YOUR TASK: Repeat exactly the lines of the listing from the line containing "pinky pip: (920, 808)" through its last line, and nothing beyond them.

DATA TO EXAMINE:
---

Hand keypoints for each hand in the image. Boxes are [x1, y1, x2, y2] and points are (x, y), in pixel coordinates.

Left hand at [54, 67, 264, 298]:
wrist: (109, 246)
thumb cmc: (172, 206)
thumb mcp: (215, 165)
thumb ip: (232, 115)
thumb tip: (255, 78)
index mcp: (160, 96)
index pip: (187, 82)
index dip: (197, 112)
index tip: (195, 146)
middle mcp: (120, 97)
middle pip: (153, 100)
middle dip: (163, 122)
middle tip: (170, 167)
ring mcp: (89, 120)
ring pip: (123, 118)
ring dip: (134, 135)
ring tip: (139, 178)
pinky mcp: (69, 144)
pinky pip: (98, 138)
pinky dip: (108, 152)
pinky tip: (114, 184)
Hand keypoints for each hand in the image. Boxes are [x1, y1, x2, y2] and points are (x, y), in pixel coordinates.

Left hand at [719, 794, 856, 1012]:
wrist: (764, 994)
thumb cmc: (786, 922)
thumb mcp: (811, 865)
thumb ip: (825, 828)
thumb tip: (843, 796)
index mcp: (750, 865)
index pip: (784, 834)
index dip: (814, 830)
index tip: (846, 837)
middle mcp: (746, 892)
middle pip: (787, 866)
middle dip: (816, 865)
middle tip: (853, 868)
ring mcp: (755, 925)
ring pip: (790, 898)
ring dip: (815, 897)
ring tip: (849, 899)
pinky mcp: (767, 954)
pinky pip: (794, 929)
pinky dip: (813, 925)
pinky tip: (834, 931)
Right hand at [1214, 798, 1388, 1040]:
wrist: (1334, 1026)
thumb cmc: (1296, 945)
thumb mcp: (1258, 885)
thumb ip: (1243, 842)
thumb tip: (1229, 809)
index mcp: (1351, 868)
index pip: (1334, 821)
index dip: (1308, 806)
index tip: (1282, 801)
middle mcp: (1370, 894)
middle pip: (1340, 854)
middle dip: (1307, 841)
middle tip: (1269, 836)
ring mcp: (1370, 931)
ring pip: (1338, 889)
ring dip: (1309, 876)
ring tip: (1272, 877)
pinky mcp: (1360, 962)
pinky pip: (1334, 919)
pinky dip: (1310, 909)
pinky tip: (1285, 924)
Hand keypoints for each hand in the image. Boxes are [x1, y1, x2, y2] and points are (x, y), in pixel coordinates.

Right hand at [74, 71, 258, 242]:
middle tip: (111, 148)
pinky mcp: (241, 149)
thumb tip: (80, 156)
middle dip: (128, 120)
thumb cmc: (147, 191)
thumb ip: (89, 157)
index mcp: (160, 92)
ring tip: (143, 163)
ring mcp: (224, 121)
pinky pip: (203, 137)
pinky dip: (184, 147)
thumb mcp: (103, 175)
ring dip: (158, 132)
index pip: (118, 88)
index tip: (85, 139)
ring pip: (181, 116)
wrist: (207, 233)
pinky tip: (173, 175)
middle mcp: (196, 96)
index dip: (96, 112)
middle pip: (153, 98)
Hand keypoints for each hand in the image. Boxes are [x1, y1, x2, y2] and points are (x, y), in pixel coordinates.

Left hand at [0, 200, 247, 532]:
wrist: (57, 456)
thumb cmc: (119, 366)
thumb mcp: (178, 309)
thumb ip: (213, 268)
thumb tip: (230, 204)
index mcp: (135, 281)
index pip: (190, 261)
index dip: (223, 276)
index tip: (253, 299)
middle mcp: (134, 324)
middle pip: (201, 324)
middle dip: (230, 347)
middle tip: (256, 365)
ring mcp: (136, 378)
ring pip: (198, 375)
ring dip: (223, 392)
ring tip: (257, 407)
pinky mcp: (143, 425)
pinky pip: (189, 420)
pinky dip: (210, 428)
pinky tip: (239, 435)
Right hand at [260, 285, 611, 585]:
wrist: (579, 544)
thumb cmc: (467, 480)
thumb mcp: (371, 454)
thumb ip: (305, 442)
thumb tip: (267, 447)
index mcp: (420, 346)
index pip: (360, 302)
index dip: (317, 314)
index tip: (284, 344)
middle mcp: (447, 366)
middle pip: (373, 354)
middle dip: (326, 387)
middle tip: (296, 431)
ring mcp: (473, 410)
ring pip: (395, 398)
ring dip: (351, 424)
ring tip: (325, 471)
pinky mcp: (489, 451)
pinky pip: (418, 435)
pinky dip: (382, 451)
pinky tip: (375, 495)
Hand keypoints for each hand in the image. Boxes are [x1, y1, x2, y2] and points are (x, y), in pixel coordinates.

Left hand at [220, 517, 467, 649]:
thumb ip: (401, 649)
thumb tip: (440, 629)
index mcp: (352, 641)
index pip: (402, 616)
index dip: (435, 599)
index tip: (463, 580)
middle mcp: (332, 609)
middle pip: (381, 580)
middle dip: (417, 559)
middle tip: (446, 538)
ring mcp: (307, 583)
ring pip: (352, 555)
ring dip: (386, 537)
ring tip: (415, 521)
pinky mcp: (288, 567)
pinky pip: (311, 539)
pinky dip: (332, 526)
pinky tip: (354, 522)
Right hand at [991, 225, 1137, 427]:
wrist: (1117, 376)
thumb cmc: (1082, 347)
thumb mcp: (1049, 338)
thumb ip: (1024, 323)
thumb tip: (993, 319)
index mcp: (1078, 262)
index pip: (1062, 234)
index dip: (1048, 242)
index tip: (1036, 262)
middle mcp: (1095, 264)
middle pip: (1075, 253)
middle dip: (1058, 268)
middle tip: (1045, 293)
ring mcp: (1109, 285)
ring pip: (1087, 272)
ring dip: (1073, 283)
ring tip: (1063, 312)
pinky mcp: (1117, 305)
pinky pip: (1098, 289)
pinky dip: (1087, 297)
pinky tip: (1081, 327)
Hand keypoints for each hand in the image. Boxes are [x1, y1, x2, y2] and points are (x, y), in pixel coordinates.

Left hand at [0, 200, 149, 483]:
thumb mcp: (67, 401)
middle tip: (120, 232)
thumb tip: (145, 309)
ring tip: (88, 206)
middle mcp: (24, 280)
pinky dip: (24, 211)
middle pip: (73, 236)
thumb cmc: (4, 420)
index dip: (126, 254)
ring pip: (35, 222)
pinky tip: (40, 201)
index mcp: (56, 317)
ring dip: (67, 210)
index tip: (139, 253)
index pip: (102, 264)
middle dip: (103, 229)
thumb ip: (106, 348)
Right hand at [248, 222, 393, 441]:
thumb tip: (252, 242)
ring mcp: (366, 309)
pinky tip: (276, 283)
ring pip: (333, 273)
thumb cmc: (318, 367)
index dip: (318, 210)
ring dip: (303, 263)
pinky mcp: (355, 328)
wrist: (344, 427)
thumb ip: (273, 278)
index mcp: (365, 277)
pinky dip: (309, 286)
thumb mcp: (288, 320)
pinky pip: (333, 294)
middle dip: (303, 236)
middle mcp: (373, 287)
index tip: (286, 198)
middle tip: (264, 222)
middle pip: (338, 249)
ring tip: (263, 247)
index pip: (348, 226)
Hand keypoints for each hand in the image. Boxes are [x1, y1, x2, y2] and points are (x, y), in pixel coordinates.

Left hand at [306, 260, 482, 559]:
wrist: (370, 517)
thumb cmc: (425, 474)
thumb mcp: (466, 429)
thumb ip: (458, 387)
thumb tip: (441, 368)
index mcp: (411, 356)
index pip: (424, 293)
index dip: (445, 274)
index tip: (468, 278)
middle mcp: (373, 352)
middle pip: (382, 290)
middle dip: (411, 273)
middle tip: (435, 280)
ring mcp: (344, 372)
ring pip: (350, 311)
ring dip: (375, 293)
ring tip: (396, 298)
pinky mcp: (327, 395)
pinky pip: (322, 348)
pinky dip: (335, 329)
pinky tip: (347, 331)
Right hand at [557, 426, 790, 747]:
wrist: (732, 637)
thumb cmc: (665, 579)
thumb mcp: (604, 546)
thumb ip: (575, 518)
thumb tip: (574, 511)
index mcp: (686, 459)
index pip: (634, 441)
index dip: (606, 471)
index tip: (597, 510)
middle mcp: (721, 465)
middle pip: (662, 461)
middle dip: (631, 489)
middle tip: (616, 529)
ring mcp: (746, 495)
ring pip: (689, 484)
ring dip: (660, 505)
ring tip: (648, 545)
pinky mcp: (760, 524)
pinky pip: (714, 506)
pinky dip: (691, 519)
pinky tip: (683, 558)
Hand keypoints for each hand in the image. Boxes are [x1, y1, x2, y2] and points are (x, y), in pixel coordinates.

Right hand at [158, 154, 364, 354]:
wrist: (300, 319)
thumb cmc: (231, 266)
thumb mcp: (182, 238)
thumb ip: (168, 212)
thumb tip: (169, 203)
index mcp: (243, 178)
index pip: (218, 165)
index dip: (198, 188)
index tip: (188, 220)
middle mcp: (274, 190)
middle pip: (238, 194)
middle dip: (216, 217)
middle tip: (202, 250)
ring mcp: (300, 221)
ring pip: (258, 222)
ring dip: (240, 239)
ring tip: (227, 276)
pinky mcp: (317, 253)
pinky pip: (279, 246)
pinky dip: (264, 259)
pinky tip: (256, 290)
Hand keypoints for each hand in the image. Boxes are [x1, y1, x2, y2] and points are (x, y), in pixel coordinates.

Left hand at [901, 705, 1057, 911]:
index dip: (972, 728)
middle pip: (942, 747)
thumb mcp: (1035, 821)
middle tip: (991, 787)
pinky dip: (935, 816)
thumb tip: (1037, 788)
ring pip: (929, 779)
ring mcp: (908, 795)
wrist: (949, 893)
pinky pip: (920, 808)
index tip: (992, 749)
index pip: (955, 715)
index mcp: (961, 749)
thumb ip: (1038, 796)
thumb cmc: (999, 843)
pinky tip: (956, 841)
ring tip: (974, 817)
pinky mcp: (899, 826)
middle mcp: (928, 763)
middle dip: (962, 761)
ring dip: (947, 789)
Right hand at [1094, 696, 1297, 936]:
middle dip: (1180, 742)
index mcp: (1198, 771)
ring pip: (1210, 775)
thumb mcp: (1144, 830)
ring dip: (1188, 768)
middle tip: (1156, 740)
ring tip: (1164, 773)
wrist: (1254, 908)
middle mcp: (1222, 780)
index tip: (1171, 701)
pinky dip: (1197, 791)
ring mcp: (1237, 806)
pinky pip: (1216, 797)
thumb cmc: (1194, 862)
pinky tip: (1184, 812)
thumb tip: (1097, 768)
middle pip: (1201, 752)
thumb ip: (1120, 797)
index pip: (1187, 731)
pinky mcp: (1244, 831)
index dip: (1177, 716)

---

ANSWER FOR THIS EXERCISE:
pinky pip: (920, 808)
index tip: (992, 749)
index pip: (955, 715)
index mcp: (961, 749)
thumb ip: (1038, 796)
thumb cmc: (999, 843)
pinky tip: (956, 841)
ring tip: (974, 817)
pinky mcp: (899, 826)
middle mcp: (928, 763)
middle dip: (962, 761)
ring dip: (947, 789)
Right hand at [1094, 696, 1297, 936]:
middle dip: (1180, 742)
index mcp: (1198, 771)
ring pip: (1210, 775)
thumb mcp: (1144, 830)
ring dip: (1188, 768)
middle tip: (1156, 740)
ring tip: (1164, 773)
wrist: (1254, 908)
middle mcp: (1222, 780)
index tip: (1171, 701)
pinky dip: (1197, 791)
ring mcp: (1237, 806)
pinky pip: (1216, 797)
thumb cmc: (1194, 862)
pinky tip: (1184, 812)
thumb tip: (1097, 768)
middle pip: (1201, 752)
thumb ip: (1120, 797)
index pip: (1187, 731)
pinky mcp: (1244, 831)
index dip: (1177, 716)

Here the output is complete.